Improving Electron Reliability - External Watchdog Timer


#1

All,

I have been moving my park sensors over to the Particle platform and it has been a great experience. With my sensors deployed in remote locations, reliability is key. To that end, I have built a carrier board for the Electron with an external Texas Instruments TPL5010 watchdog timer. You can see the hardware part of this project on this (long) dedicated thread. This thread focuses on the software required to make this work.

First, let me define the objectives of this software:

  1. To reset the Electron if it locks up
  2. To reset the Electron if the code is still running but the data it sends is not getting through
    Both of these are common failure modes and I don’t want to have to physically visit the device to reset it.

When I use reset in this post, it is a “pin reset” and not a hard (power cycle reset). The carrier board also supports hard resets but I will cover this separately.

Also, and I apologize if this is obvious, here is how the watchdog works. You set a timer interval by choosing a resistor value - from 100mSec to 2 hours. Then, the watchdog will send a signal to your Electron where you set up an interrupt looking for a transition from LOW to HIGH. Upon seeing that interrupt, the Electron needs to send a signal to the watchdog saying “done” and this much be done before the interval is up. This is sometimes called “petting” the dog. If the watchdog is not pet in time, it will pull the Electron’s reset pin low. Here is a picture of what this looks like.
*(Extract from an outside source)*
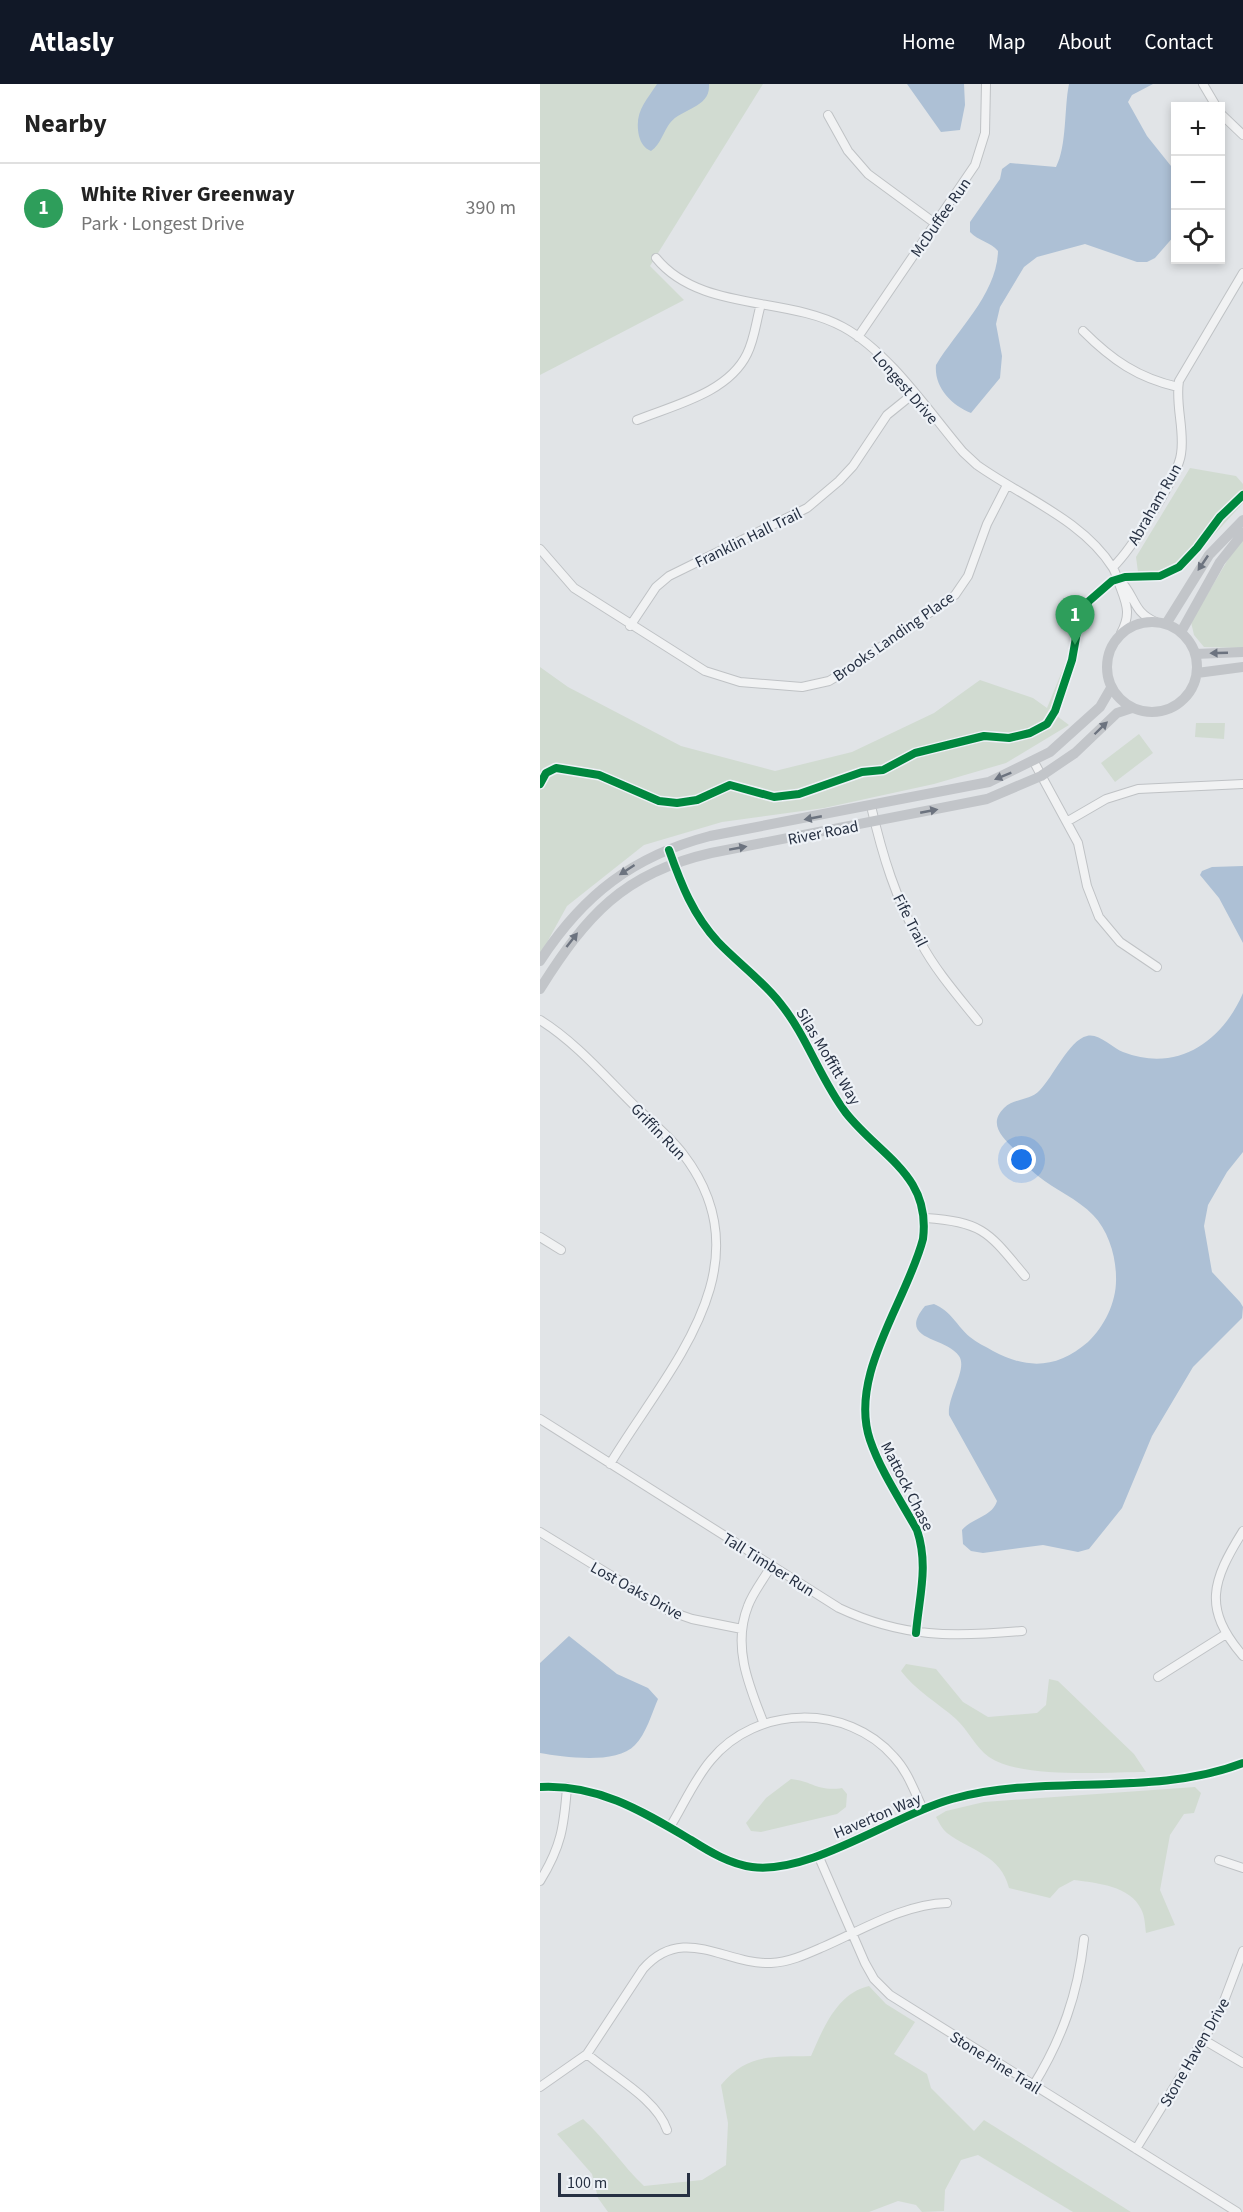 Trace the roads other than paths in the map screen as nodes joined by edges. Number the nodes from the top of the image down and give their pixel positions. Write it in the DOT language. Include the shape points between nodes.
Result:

Rather than share all the code, I will post the relevant snippets here. However, there are some elements of the overall program that are important.

  • The software must constantly save its “state” so that a reset does not cause you to loose data or functionality. I backup the state of the machine’s variables to a FRAM chip on the carrier. You can use the EEPROM on the Electron itself.
  • You will need to think about the timeframes needed for your watchdog timer. For my purposes, a 30 watchdog cycle can cover both the “lockup” and the “data not sent” issues. If the timeframes for these are radically different (i.e., a lockup condition cannot last more than 1 second but I am ok to try to retransmit data for an hour) then you may need two watchdog timers.
  • You need to have a closed loop for your data. In my case, I am sending data to Ubidots via a Webhook and then getting a response back from Ubidots via a Webhook response.
  • You need to track the number of times your watchdog resets the Electron. This should be a rare event. If it is not, you have software quality or signal strength issues you need to focus on.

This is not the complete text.